Federal judge limits 2006 ruling banning road construction in national forests News
Federal judge limits 2006 ruling banning road construction in national forests

[JURIST] A federal judge on Tuesday ruled [opinion, PDF] that her 2006 decision [opinion, PDF; JURIST report] invalidating a 2005 Bush administration rule [text] that would allow road construction and mining in national forests applies only to 10 western states. The original Roadless Area Conservation Rule [Forest Service backgrounder], implemented by former US President Bill Clinton in 2001, was replaced [JURIST report] by the Bush administration with a rule allowing governors to request that regulations on the management of roadless areas be developed to meet the needs of individual states. Under the 2006 ruling by Judge Elizabeth Laporte of the US District Court for the Northern District of California [official website], the reinstated Clinton-era rule would have prohibited mining, logging, and road construction in the forests of 38 states and Puerto Rico, totaling more than 58 million acres of land. In August another federal judge ruled [opinion, PDF] that the Clinton-era rule was invalid. The Bush administration asked that the two conflicting decisions be reconciled, so Laporte amended her 2006 decision to apply to only 10 western states. The Wilderness Society [advocacy website], a plaintiff in the original case, has called on [press release] the Bush administration "to refrain from using a decision by a federal judge [Tuesday] as an excuse to knock down protection for an estimated 13.6 million acres of roadless national forests in 29 states." Cases are currently pending in federal courts in San Francisco and Denver, and the incoming Obama administration could also make changes to the rule.

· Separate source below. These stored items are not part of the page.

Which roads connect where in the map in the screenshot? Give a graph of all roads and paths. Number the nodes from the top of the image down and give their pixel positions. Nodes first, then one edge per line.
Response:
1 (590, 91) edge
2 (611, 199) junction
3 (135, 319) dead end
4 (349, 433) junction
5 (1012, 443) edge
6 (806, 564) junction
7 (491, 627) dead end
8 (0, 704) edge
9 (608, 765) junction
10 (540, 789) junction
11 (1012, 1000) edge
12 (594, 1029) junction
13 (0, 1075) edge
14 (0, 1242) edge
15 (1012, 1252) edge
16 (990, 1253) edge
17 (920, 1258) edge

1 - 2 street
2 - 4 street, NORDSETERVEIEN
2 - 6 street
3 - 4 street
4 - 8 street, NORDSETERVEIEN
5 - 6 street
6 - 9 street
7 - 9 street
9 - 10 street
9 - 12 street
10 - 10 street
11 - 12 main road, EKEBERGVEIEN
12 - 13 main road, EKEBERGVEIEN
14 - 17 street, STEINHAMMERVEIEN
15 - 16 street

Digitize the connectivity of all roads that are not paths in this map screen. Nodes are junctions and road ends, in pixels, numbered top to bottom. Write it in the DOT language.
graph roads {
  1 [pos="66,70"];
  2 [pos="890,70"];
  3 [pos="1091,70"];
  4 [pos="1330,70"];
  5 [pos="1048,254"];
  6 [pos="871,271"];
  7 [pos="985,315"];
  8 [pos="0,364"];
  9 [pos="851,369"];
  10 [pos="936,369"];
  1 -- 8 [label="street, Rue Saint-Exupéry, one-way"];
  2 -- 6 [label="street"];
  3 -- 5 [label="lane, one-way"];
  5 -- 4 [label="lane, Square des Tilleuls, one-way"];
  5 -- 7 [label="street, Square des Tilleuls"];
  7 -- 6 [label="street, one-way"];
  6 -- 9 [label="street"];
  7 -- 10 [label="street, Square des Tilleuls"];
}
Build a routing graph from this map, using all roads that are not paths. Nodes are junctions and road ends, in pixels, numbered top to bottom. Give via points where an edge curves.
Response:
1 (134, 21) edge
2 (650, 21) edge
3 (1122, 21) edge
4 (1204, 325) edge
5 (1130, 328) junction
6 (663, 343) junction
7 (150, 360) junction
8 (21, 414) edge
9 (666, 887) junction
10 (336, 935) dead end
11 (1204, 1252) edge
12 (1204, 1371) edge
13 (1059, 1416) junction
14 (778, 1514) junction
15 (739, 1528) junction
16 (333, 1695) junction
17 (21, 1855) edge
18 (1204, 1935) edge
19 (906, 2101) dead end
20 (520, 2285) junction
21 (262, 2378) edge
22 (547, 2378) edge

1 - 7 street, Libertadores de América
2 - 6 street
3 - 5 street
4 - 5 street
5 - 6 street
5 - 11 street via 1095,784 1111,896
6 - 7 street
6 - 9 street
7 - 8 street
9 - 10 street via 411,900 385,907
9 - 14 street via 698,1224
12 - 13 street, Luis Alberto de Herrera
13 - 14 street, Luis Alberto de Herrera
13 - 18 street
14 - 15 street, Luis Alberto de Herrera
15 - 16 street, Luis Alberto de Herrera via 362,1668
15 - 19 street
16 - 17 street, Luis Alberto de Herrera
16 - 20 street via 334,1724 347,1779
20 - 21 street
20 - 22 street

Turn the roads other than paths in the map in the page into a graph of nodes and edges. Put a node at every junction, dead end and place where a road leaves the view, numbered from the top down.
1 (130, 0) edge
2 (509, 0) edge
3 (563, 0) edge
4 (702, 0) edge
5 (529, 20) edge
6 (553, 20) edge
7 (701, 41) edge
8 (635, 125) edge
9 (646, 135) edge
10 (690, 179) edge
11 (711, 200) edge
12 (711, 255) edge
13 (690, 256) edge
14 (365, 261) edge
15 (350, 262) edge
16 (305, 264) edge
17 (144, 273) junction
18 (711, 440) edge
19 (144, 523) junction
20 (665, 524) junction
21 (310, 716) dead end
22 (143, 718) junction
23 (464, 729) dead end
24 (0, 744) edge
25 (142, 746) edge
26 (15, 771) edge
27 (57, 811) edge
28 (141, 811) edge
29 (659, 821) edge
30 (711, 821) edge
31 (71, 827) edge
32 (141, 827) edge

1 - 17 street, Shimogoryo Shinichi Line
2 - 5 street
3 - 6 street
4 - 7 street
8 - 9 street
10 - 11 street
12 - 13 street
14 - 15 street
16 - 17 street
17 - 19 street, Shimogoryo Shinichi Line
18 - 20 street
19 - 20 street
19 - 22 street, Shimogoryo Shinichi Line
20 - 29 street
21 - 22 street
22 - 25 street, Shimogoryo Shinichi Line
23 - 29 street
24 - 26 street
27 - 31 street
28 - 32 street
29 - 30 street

In her 2006 decision, Laporte found in favor of 20 environmental groups and California, Washington, New Mexico, and Oregon, which sued [JURIST report] the US Forest Service [official website]. Attorneys for Earthjustice [advocacy group] representing the environmental groups in the case praised the decision [press release], but members of the timber industry and other opponents criticized the ruling, saying states should be able to manage their own forests by using citizen opinion polls.